Murphy nods, considers asking for more, but doesn’t. He assumes Lady Brubaker and her friends are responsible for the deaths of a few friends of Agent Heart Eater.
Makes Mr. Nice Guy feels slightly better about this trip. Not much, but marginally. A thin veneer of nobility via murder helps a bit. It’s a slippery slope, Murphy knows, but if Mr. Nice Guy finds comfort in the “killing for a cause angle” then maybe this can work.
The plane slows to a stop.
“Oh yeah.” She hands Murphy a phone with a small scrap of paper taped to the back. “Call your damn mother.”
Chapter 19
Murphy moves through the lobby of the resort.
Taking it all in while continuously scanning for two people.
Eryk Pruitt and Lady Brubaker.
He can’t, however, shove aside how impressive the lobby truly is. Best he can tell it stretches the length of several football fields. A giant fish tank rests in the center with two large sharks circling the blue as if watching over the lobby. There’s a waterfall gently falling in the distance, with several restaurants in view. The place is buzzing with families rushing to the pool. Young-money-sexy-people from around the world casually glide across the marble as if they own the place. Even the air seems like it was handcrafted by a team of experts.
On the way from the airport, the driver told Murphy that Baghdad has made a concerted effort to step up its hotel and resort game in recent years. Tired of losing money to Dubai, Singapore and the like. A perfect place for a single, master of the universe, technology CEO to hang out and recharge with a homicidal prostitute.
No less than three kindly people have asked to help with his bags, but Murphy felt it best to carry his own shit. There are some very strict laws in this country. Some still carry consequences that involve limbs being removed. All of his firearms have been carefully stowed on the plane back at Baghdad International with Agent Heart Eater.

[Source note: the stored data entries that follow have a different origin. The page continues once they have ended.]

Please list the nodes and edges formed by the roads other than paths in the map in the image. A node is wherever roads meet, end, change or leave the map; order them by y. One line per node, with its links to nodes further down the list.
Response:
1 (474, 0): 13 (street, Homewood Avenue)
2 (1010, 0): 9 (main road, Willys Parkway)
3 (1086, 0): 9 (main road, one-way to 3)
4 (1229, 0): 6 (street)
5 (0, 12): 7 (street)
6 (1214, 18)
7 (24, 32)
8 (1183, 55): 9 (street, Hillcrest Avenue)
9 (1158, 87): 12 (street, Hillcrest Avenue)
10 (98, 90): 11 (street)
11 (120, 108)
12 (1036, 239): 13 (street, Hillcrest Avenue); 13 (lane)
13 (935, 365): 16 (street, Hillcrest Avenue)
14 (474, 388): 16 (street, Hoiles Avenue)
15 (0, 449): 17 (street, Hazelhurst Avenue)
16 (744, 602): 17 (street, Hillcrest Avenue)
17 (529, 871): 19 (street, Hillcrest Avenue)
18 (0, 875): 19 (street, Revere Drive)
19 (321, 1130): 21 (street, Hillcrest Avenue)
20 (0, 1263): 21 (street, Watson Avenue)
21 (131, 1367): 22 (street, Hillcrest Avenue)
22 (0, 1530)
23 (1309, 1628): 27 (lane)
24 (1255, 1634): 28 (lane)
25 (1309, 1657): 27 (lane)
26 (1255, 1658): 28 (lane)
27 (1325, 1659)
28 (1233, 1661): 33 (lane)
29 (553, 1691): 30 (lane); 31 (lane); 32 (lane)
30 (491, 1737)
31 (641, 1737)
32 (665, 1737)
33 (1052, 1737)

He’s also not excited by the prospect of some hotel employee discovering his bag of doctor-prescribed knock-out-a-psycho injectors and other bids and bods he’s got on him.

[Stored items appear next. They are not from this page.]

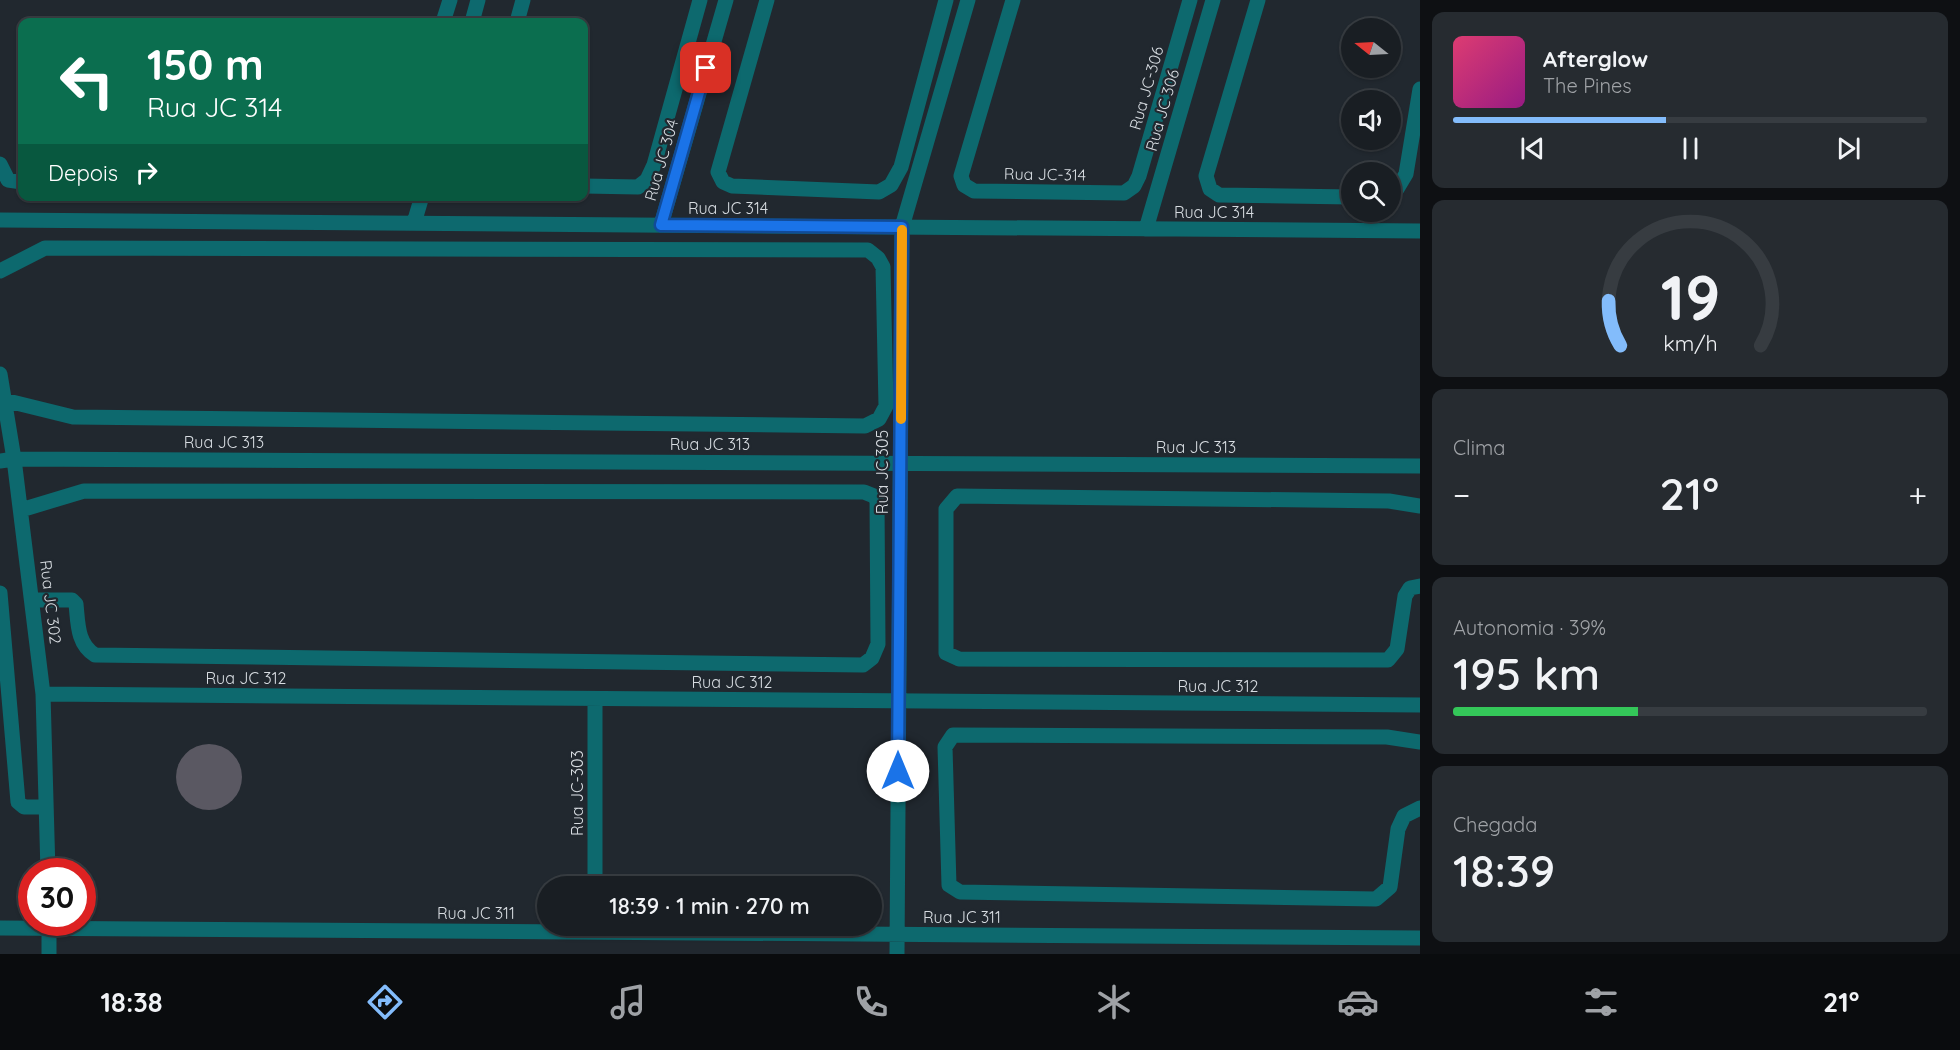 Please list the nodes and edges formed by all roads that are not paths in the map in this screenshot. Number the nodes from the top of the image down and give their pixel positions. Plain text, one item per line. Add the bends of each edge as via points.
1 (450, 0) edge
2 (478, 0) edge
3 (523, 0) edge
4 (700, 0) edge
5 (726, 0) edge
6 (767, 0) edge
7 (946, 0) edge
8 (968, 0) edge
9 (1013, 0) edge
10 (1190, 0) edge
11 (1213, 0) edge
12 (1258, 0) edge
13 (444, 18) edge
14 (473, 18) edge
15 (518, 18) edge
16 (1420, 89) edge
17 (0, 164) edge
18 (18, 181) edge
19 (1401, 182) edge
20 (588, 186) edge
21 (1134, 186) joint
22 (1341, 197) edge
23 (421, 201) edge
24 (0, 220) edge
25 (414, 223) junction
26 (661, 225) junction
27 (902, 227) junction
28 (1146, 229) junction
29 (1420, 231) edge
30 (0, 271) edge
31 (0, 374) edge
32 (4, 400) junction
33 (7, 460) edge
34 (900, 463) junction
35 (1420, 466) edge
36 (1420, 506) edge
37 (21, 510) junction
38 (1420, 586) edge
39 (0, 593) edge
40 (33, 600) junction
41 (43, 694) junction
42 (595, 699) junction
43 (899, 701) junction
44 (1420, 705) edge
45 (1420, 742) edge
46 (46, 807) junction
47 (1420, 808) edge
48 (48, 858) edge
49 (595, 876) edge
50 (96, 925) edge
51 (18, 927) edge
52 (0, 928) edge
53 (537, 929) edge
54 (882, 934) edge
55 (897, 934) junction
56 (49, 936) edge
57 (1420, 938) edge
58 (49, 954) edge
59 (897, 954) edge

1 - 13 street
2 - 14 street
3 - 15 street
4 - 20 street via 647,180 638,187
5 - 26 street, Rua JC 304
6 - 7 street via 718,172 723,182 732,186 879,192 891,185 901,166
8 - 27 street, Rua JC 305
9 - 21 street, Rua JC-314 via 961,176 964,185 974,191 1124,193
10 - 21 street, Rua JC-306
11 - 28 street, Rua JC 306
12 - 22 street via 1206,176 1210,189 1219,195
16 - 19 street via 1406,174
17 - 18 street via 8,180
23 - 25 street
24 - 25 street, Rua JC 314
25 - 26 street, Rua JC 314
26 - 27 street, Rua JC 314
27 - 28 street, Rua JC 314
27 - 34 street, Rua JC 305
28 - 29 street, Rua JC 314
30 - 32 street via 45,248 868,250 883,267 886,406 879,419 865,426 73,417
31 - 32 street, Rua JC 302
32 - 33 street, Rua JC 302
33 - 34 street, Rua JC 313
33 - 37 street, Rua JC 302
34 - 35 street, Rua JC 313
34 - 43 street, Rua JC 305
36 - 38 street via 1389,501 957,496 946,509 946,653 959,659 1388,660 1397,649 1405,596 1410,588
37 - 40 street, Rua JC 302
37 - 40 street via 84,491 864,492 877,501 878,644 872,658 863,665 94,655 81,640 76,604 72,600
39 - 46 street via 18,802 24,807
40 - 41 street, Rua JC 302
41 - 42 street, Rua JC 312
41 - 46 street, Rua JC 302
42 - 43 street, Rua JC 312
42 - 49 street, Rua JC-303
43 - 44 street, Rua JC 312
43 - 55 street, Rua JC 305
45 - 47 street via 1387,737 953,735 945,747 949,885 960,892 1376,899 1390,887 1398,829 1404,816
46 - 48 street, Rua JC 302
50 - 53 street, Rua JC 311
51 - 52 street, Rua JC 311
54 - 55 street, Rua JC 311
55 - 57 street, Rua JC 311
55 - 59 street, Rua JC 305
56 - 58 street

He can’t think of the last time he didn’t have a gun.
Then again, he still doesn’t remember much before a few days ago.
No, ladies and gentlemen, for the duration of his stay Markus Murphy will be armed with a knife, cash, military-grade sedatives and unrelenting charm. Part of him is arrogant enough to think that’s enough. Part of him wants to get to his room as quickly as possible, pull the curtains and order room service.

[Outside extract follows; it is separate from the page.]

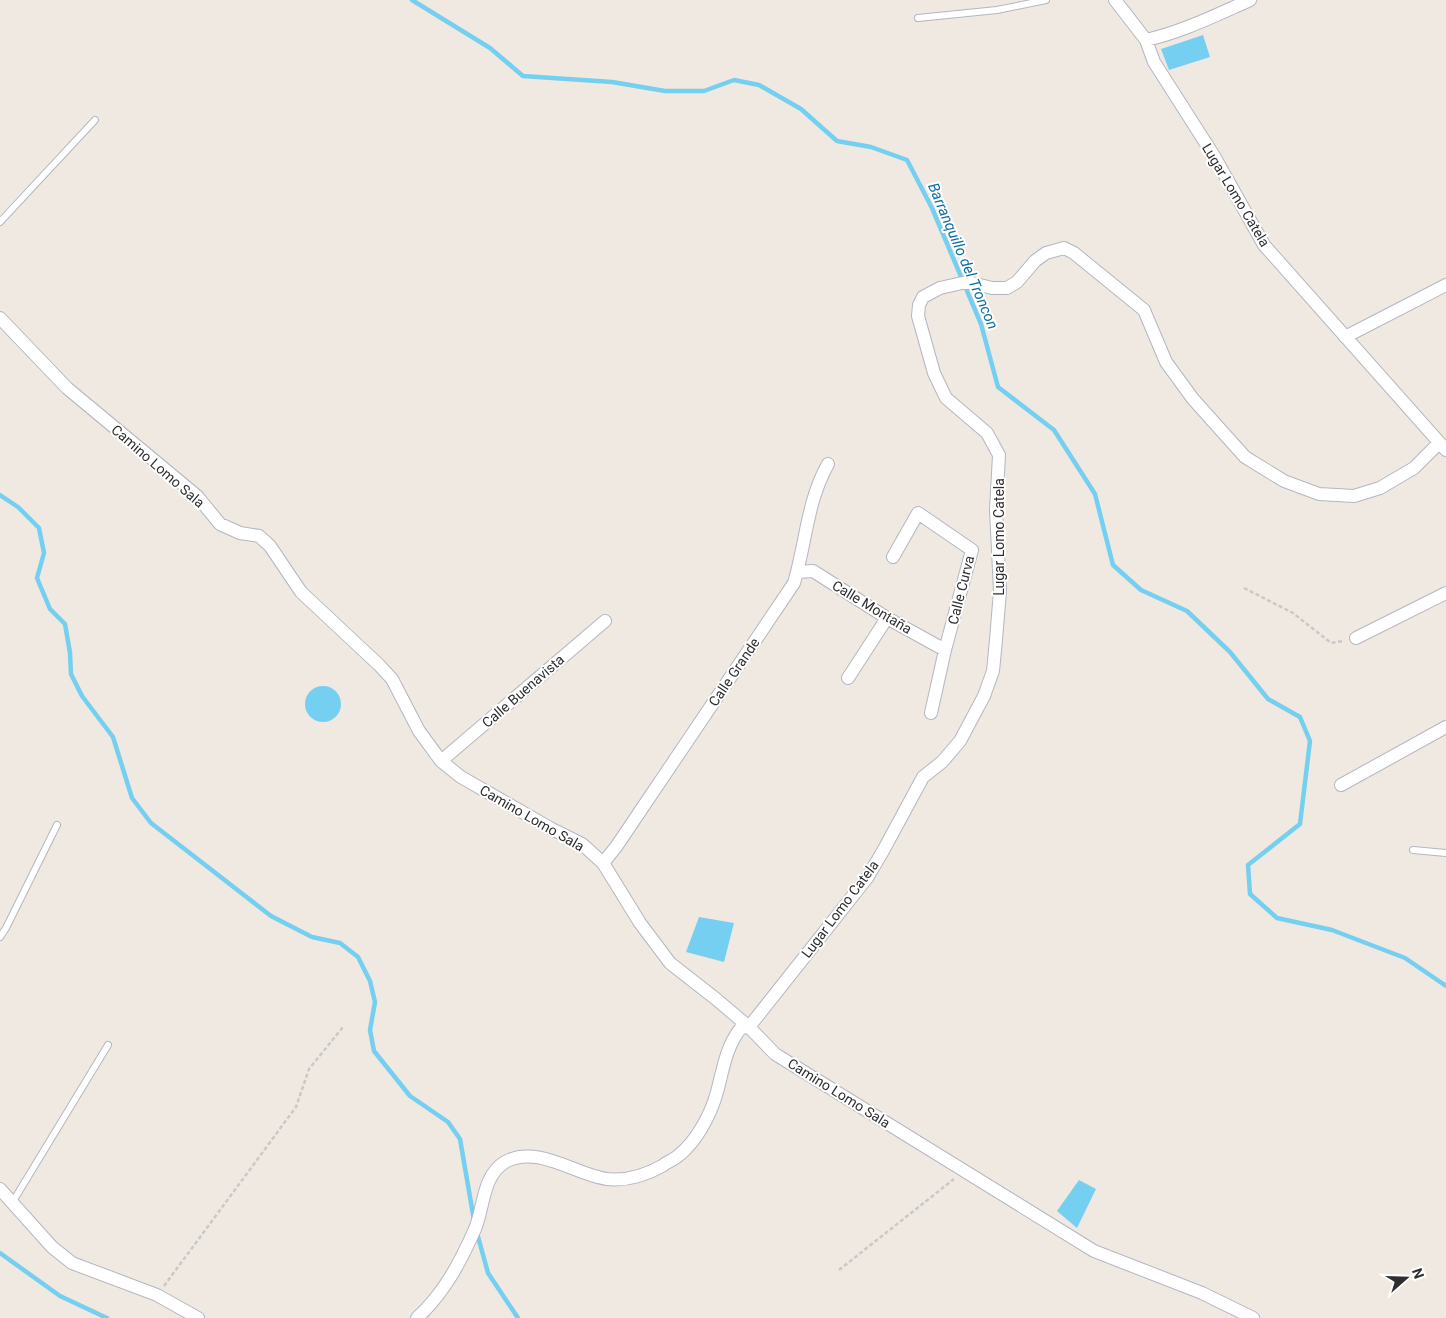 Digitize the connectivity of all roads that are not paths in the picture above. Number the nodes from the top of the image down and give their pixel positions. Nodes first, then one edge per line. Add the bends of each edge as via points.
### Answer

Given Pruitt’s status and wealth, Murphy is guessing he should be easy to track. Look for multiple well-dressed employees and where they flock to. Seek out the high-end services areas of the grounds. He’ll ask the front desk about their luxury packages.
Then, he’ll ask what’s above that.
He’ll take a quick tour and ask if they have dedicated staff for the VIPs. Ask about what’s available at the pool for people cut from a better cloth. Private dining options? Keep probing until he finds where they hide the upper crust from the commoners.
Murphy enters the mirrored elevator.
He holds himself perfectly still, then looks up letting the elevator scan his eyes. The top floors require special access.
Murphy got a sweet penthouse suite.
He decided he needed something special so he, ya know, could be in the same general area where Pruitt and Brubaker might be located. Since someone else is picking up the tab, what the hell? It also helps with getting information. Helps with the narrative he’s one of the them. Part of the money crowd. At least that’s the story he’s pitching to management and whoever else requires a dose of bullshit.
Murphy doesn’t remember much about himself, but there’s this strong sense that money wasn’t part of his upbringing. Neither side of him. There’s an odd tension; he’s not completely comfortable with all this luxury. Feels undeserved. Unnecessary. Maybe one side of him lived well in recent years—death and chaos does pay well—but Murphy and Mr. Nice Guy were both raised shitty.
No doubt on that one.
So, he grabs a champagne glass off a passing tray.
Murphy doesn’t know how far ahead of him Lady Brubaker is right now. Pruitt may already be dead for all he knows. But the quick math dictates that she only has about an hour jump on him, at best. Not like she could drive that sweet-ass, stolen Mercedes here. She can’t speed up how long it takes to get to Baghdad from NYC, and he’s guessing, she doesn’t have access to a private plane.
But she might.
Everything is a big fat question mark right now.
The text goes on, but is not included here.